▶ [Task instructions] The output should contain the listing word for word and no pictures.

▶ [Task input]
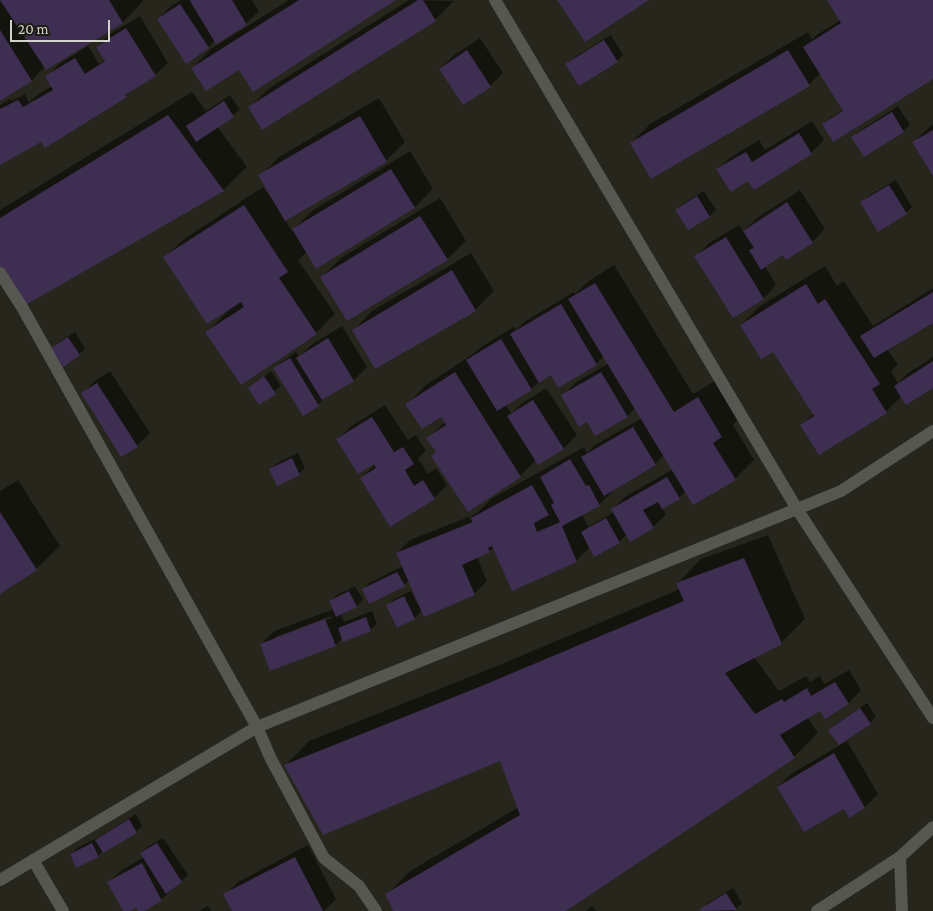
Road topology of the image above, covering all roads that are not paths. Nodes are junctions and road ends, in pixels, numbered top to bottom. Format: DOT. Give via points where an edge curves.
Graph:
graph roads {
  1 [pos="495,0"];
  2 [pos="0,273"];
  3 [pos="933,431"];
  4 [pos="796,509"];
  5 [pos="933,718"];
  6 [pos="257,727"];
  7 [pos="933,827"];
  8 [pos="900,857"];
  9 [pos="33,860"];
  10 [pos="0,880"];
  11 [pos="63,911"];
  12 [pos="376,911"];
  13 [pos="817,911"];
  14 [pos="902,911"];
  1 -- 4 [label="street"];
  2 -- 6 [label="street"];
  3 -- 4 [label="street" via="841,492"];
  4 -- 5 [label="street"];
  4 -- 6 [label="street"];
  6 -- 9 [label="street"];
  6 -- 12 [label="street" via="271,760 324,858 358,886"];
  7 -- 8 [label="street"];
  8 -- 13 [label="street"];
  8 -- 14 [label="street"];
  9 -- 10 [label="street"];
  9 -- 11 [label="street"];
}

▶ [Response]
Road topology of the image above, covering all roads that are not paths. Nodes are junctions and road ends, in pixels, numbered top to bottom. Format: DOT. Give via points where an edge curves.
Graph:
graph roads {
  1 [pos="495,0"];
  2 [pos="0,273"];
  3 [pos="933,431"];
  4 [pos="796,509"];
  5 [pos="933,718"];
  6 [pos="257,727"];
  7 [pos="933,827"];
  8 [pos="900,857"];
  9 [pos="33,860"];
  10 [pos="0,880"];
  11 [pos="63,911"];
  12 [pos="376,911"];
  13 [pos="817,911"];
  14 [pos="902,911"];
  1 -- 4 [label="street"];
  2 -- 6 [label="street"];
  3 -- 4 [label="street" via="841,492"];
  4 -- 5 [label="street"];
  4 -- 6 [label="street"];
  6 -- 9 [label="street"];
  6 -- 12 [label="street" via="271,760 324,858 358,886"];
  7 -- 8 [label="street"];
  8 -- 13 [label="street"];
  8 -- 14 [label="street"];
  9 -- 10 [label="street"];
  9 -- 11 [label="street"];
}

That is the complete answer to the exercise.